The hundreds of crows that flocked together to roost in this woodland looked down, peering at the noise below them. They shuffled on their branches and gave out their own low caws and rattles, as if they had needed someone else to break the silence first, before they would dare it.
Caewen was riding her slightly strange, slightly eerie looking horse, Dapplegrim, and she was singing one of the old mountain songs of her family’s village. It had a lot of nonsense words in it. “Lobbardy, lobbardy, luue, the cat went up the flue, lubbardy lo, the cat fell down, and splashed right in the stew. Lobbardy, lobbardy, luue…” and so on.

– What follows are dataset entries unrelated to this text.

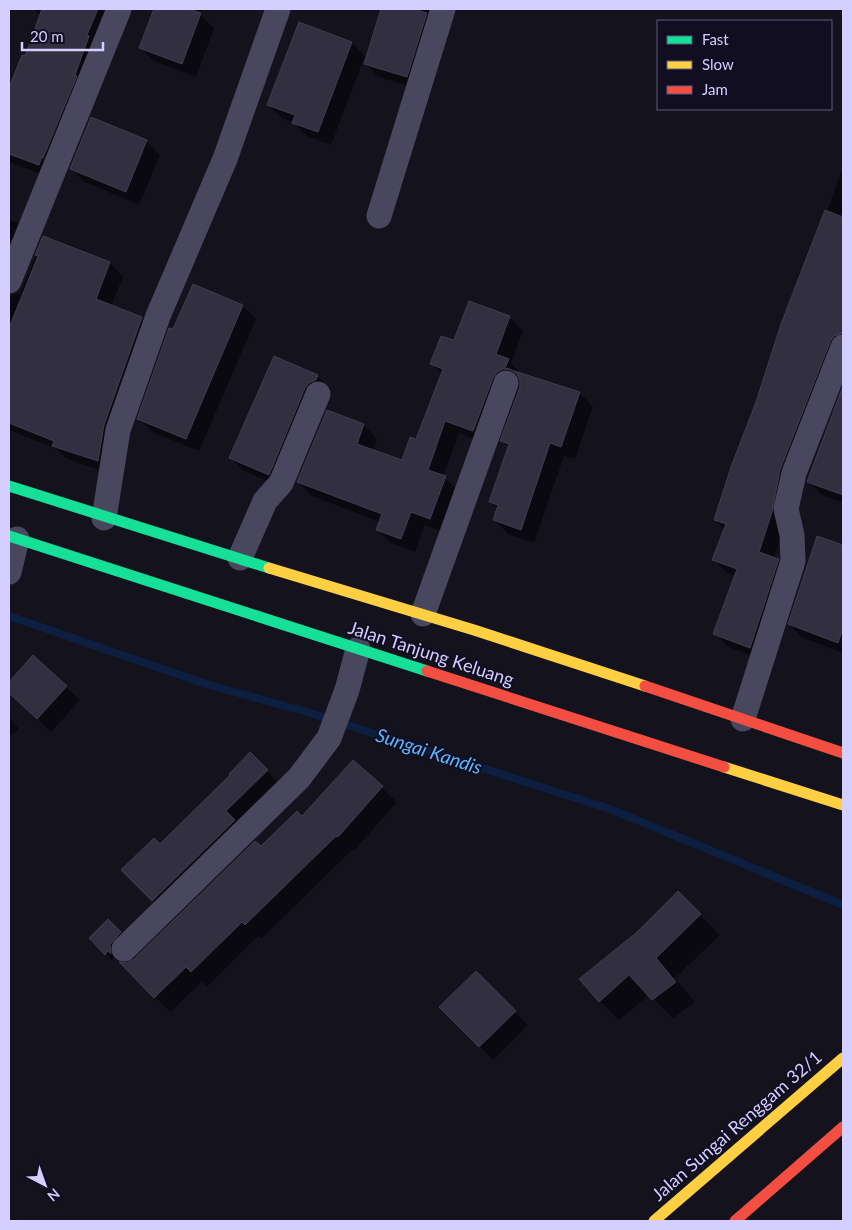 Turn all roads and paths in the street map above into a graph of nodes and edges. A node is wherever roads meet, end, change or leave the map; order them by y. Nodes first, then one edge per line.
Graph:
1 (119, 9) edge
2 (278, 9) edge
3 (443, 9) edge
4 (379, 216) dead end
5 (9, 281) edge
6 (843, 347) edge
7 (506, 382) dead end
8 (318, 394) dead end
9 (9, 486) edge
10 (104, 518) junction
11 (13, 538) edge
12 (240, 558) junction
13 (10, 568) edge
14 (423, 614) junction
15 (358, 649) junction
16 (743, 719) junction
17 (843, 753) edge
18 (843, 805) edge
19 (124, 949) dead end
20 (843, 1058) edge
21 (843, 1127) edge
22 (654, 1221) edge
23 (736, 1221) edge

1 - 5 street
2 - 10 street
3 - 4 street
6 - 16 street
7 - 14 street
8 - 12 street
9 - 10 main road, Jalan Tanjung Keluang
10 - 12 main road, Jalan Tanjung Keluang
11 - 13 street
11 - 15 main road, Jalan Tanjung Keluang
12 - 14 main road, Jalan Tanjung Keluang
14 - 16 main road, Jalan Tanjung Keluang
15 - 18 main road, Jalan Tanjung Keluang
15 - 19 street
16 - 17 main road, Jalan Tanjung Keluang
20 - 22 main road, Jalan Sungai Renggam 32/1
21 - 23 main road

Dapplegrim was humming along with her, his voice much deeper and much quieter, like a gently distant thunder. When she finished, he said, louder, “Once more!” His sharp teeth showed as he spoke. The strange, skullish cast of his horse-face and the gleaming red of his eyes made for an odd contrast to the otherwise friendly tone, and the way he was swishing his tail about while bobbing his head.
“Alright then,” said Caewen. “Lobbardy, lobbardy, luue…”
They trotted together down the wild road like this, her in the saddle and Dapple singing along hushedly, punctuating the song with occasional, “Hurs!” and “Hurms!” They were winding their way south, and although they had not seen another soul for two days, they were close now to the hill called Sorcery Tor, their destination. As yet, they had not spoken more than a few words concerning what they hoped to achieve once there. Awkward questions hung over the whole attempt. Why would a big muddle of magicians with important matters to discuss even spare the time to listen to a farm girl and her strange horse-creature? What did Caewen and Dapplegrim really have to say about the Winter King anyway? Vague warnings from a dead enchantress? Some rumours. Some whisperings. Maybe no one would listen to them. So, maybe all that really mattered was fulfilling their promise to Tamsin. Maybe that was enough.
Deeper in the woods, they came to a stone bridge and Dapplegrim clattered onto it, his hooves snicking and clicking on the hard surface. Without meaning to, Caewen felt her voice fall silent. Dapplegrim slowed, then stopped. He turned his head to try and get a better view of her out of one eye. “Cae?”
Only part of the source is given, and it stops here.